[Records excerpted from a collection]
※ ※ ※
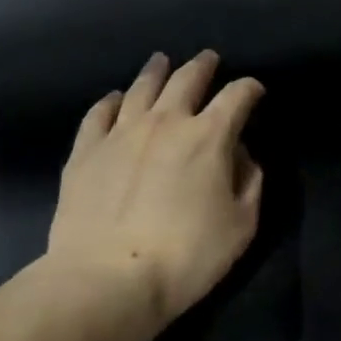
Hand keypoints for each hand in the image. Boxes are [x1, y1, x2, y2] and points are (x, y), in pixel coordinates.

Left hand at [42, 50, 264, 340]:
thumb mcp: (241, 225)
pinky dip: (112, 100)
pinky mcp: (86, 151)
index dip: (250, 88)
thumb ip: (250, 181)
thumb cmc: (185, 257)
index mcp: (209, 136)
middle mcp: (166, 121)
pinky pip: (99, 113)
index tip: (254, 91)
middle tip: (208, 58)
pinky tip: (116, 98)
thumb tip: (240, 155)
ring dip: (157, 70)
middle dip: (203, 65)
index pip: (237, 96)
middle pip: (187, 78)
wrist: (106, 282)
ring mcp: (121, 132)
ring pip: (142, 87)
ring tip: (162, 61)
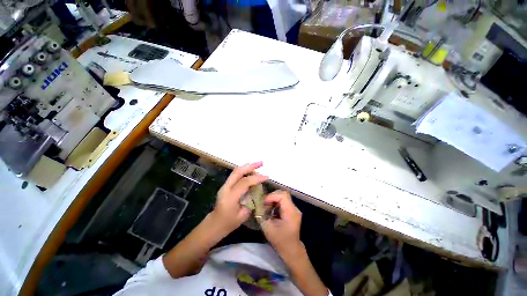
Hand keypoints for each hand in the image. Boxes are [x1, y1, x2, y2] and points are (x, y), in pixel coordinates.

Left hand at [211, 162, 267, 234]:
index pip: (244, 182)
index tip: (267, 177)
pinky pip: (235, 174)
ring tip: (258, 165)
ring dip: (247, 166)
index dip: (256, 178)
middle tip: (261, 163)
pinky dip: (244, 171)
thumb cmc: (229, 223)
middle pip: (238, 172)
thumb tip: (257, 191)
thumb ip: (251, 202)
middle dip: (251, 166)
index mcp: (230, 197)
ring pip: (236, 171)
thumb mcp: (243, 215)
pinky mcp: (226, 185)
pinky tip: (251, 171)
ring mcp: (225, 185)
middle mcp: (226, 188)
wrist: (214, 224)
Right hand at [260, 190, 302, 256]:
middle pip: (283, 194)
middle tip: (264, 203)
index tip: (264, 203)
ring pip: (283, 196)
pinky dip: (276, 202)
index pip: (283, 195)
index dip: (272, 196)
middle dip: (272, 196)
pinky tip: (271, 209)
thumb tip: (257, 206)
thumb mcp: (268, 228)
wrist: (291, 249)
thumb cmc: (280, 240)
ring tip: (267, 205)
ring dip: (274, 198)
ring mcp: (294, 209)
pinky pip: (284, 201)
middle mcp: (294, 208)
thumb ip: (262, 215)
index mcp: (291, 212)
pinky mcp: (292, 211)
※ ※ ※
■ **WORK ORDER**
Starting at the line with "pinky pip: (235, 174)", copy every line down to the last one above, exactly as written and with nothing else.

■ **ANSWER BELOW**
pinky pip: (235, 174)
ring tip: (258, 165)
ring dip: (247, 166)
index dip: (256, 178)
middle tip: (261, 163)
pinky dip: (244, 171)
thumb cmc: (229, 223)
middle pip: (238, 172)
thumb tip: (257, 191)
thumb ip: (251, 202)
middle dip: (251, 166)
index mcp: (230, 197)
ring pip: (236, 171)
thumb mcp: (243, 215)
pinky mcp: (226, 185)
pinky tip: (251, 171)
ring mcp: (225, 185)
middle mcp: (226, 188)
wrist: (214, 224)
Right hand at [260, 190, 302, 256]:
middle pip: (283, 194)
middle tip: (264, 203)
index tip: (264, 203)
ring pip: (283, 196)
pinky dip: (276, 202)
index pip: (283, 195)
index dip: (272, 196)
middle dip: (272, 196)
pinky tip: (271, 209)
thumb tip: (257, 206)
thumb mcp: (268, 228)
wrist: (291, 249)
thumb cmc: (280, 240)
ring tip: (267, 205)
ring dip: (274, 198)
ring mcp: (294, 209)
pinky pip: (284, 201)
middle mcp: (294, 208)
thumb ip: (262, 215)
index mcp: (291, 212)
pinky mcp: (292, 211)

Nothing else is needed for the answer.